ACTIVITY: The whole of the data is to be duplicated precisely.

(Stored items)
++++++

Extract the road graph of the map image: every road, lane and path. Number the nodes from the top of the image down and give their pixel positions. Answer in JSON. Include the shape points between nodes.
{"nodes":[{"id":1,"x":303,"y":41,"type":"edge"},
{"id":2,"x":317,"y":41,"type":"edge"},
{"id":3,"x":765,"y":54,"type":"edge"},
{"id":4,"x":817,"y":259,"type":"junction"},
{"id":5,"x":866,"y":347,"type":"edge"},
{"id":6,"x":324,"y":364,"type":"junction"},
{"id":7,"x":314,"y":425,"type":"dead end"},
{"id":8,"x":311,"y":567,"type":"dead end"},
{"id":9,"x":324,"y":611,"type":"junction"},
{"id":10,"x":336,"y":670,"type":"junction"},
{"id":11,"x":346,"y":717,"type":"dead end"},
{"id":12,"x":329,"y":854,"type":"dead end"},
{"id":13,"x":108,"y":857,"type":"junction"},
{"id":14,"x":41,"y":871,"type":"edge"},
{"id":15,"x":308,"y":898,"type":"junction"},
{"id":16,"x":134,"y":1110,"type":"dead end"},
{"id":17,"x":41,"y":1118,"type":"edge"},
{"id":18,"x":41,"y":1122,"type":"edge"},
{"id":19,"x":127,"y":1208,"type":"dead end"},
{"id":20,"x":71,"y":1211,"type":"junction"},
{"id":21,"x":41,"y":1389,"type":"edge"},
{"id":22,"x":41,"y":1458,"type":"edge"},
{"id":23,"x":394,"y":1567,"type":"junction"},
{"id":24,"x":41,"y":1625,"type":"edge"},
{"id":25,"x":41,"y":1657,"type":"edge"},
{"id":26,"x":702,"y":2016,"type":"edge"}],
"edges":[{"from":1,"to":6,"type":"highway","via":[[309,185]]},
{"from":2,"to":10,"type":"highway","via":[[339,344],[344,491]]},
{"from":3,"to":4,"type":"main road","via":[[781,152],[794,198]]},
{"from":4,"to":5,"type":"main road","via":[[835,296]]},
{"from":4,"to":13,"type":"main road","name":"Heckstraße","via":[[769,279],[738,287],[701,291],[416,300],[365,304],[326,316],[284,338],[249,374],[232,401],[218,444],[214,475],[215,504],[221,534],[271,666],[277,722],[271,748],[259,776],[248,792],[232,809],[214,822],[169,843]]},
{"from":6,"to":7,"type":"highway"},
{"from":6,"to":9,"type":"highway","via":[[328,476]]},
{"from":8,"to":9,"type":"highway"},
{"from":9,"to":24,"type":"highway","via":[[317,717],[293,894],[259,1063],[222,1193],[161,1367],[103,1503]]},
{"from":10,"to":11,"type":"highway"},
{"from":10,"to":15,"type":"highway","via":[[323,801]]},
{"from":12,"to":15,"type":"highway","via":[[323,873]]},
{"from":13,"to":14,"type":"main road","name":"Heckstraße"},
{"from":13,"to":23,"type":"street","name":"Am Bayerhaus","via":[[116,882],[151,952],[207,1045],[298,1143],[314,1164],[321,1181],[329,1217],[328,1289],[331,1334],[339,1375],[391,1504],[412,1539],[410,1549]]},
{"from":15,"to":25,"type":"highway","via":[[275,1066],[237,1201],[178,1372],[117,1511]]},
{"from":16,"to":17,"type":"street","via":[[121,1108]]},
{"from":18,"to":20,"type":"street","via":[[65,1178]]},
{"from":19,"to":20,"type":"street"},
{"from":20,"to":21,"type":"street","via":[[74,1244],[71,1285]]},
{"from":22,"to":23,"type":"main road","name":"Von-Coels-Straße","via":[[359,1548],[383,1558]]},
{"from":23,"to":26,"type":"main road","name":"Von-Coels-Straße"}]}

++++++

TASK RESPONSE:
Extract the road graph of the map image: every road, lane and path. Number the nodes from the top of the image down and give their pixel positions. Answer in JSON. Include the shape points between nodes.
{"nodes":[{"id":1,"x":303,"y":41,"type":"edge"},
{"id":2,"x":317,"y":41,"type":"edge"},
{"id":3,"x":765,"y":54,"type":"edge"},
{"id":4,"x":817,"y":259,"type":"junction"},
{"id":5,"x":866,"y":347,"type":"edge"},
{"id":6,"x":324,"y":364,"type":"junction"},
{"id":7,"x":314,"y":425,"type":"dead end"},
{"id":8,"x":311,"y":567,"type":"dead end"},
{"id":9,"x":324,"y":611,"type":"junction"},
{"id":10,"x":336,"y":670,"type":"junction"},
{"id":11,"x":346,"y":717,"type":"dead end"},
{"id":12,"x":329,"y":854,"type":"dead end"},
{"id":13,"x":108,"y":857,"type":"junction"},
{"id":14,"x":41,"y":871,"type":"edge"},
{"id":15,"x":308,"y":898,"type":"junction"},
{"id":16,"x":134,"y":1110,"type":"dead end"},
{"id":17,"x":41,"y":1118,"type":"edge"},
{"id":18,"x":41,"y":1122,"type":"edge"},
{"id":19,"x":127,"y":1208,"type":"dead end"},
{"id":20,"x":71,"y":1211,"type":"junction"},
{"id":21,"x":41,"y":1389,"type":"edge"},
{"id":22,"x":41,"y":1458,"type":"edge"},
{"id":23,"x":394,"y":1567,"type":"junction"},
{"id":24,"x":41,"y":1625,"type":"edge"},
{"id":25,"x":41,"y":1657,"type":"edge"},
{"id":26,"x":702,"y":2016,"type":"edge"}],
"edges":[{"from":1,"to":6,"type":"highway","via":[[309,185]]},
{"from":2,"to":10,"type":"highway","via":[[339,344],[344,491]]},
{"from":3,"to":4,"type":"main road","via":[[781,152],[794,198]]},
{"from":4,"to":5,"type":"main road","via":[[835,296]]},
{"from":4,"to":13,"type":"main road","name":"Heckstraße","via":[[769,279],[738,287],[701,291],[416,300],[365,304],[326,316],[284,338],[249,374],[232,401],[218,444],[214,475],[215,504],[221,534],[271,666],[277,722],[271,748],[259,776],[248,792],[232,809],[214,822],[169,843]]},
{"from":6,"to":7,"type":"highway"},
{"from":6,"to":9,"type":"highway","via":[[328,476]]},
{"from":8,"to":9,"type":"highway"},
{"from":9,"to":24,"type":"highway","via":[[317,717],[293,894],[259,1063],[222,1193],[161,1367],[103,1503]]},
{"from":10,"to":11,"type":"highway"},
{"from":10,"to":15,"type":"highway","via":[[323,801]]},
{"from":12,"to":15,"type":"highway","via":[[323,873]]},
{"from":13,"to":14,"type":"main road","name":"Heckstraße"},
{"from":13,"to":23,"type":"street","name":"Am Bayerhaus","via":[[116,882],[151,952],[207,1045],[298,1143],[314,1164],[321,1181],[329,1217],[328,1289],[331,1334],[339,1375],[391,1504],[412,1539],[410,1549]]},
{"from":15,"to":25,"type":"highway","via":[[275,1066],[237,1201],[178,1372],[117,1511]]},
{"from":16,"to":17,"type":"street","via":[[121,1108]]},
{"from":18,"to":20,"type":"street","via":[[65,1178]]},
{"from":19,"to":20,"type":"street"},
{"from":20,"to":21,"type":"street","via":[[74,1244],[71,1285]]},
{"from":22,"to":23,"type":"main road","name":"Von-Coels-Straße","via":[[359,1548],[383,1558]]},
{"from":23,"to":26,"type":"main road","name":"Von-Coels-Straße"}]}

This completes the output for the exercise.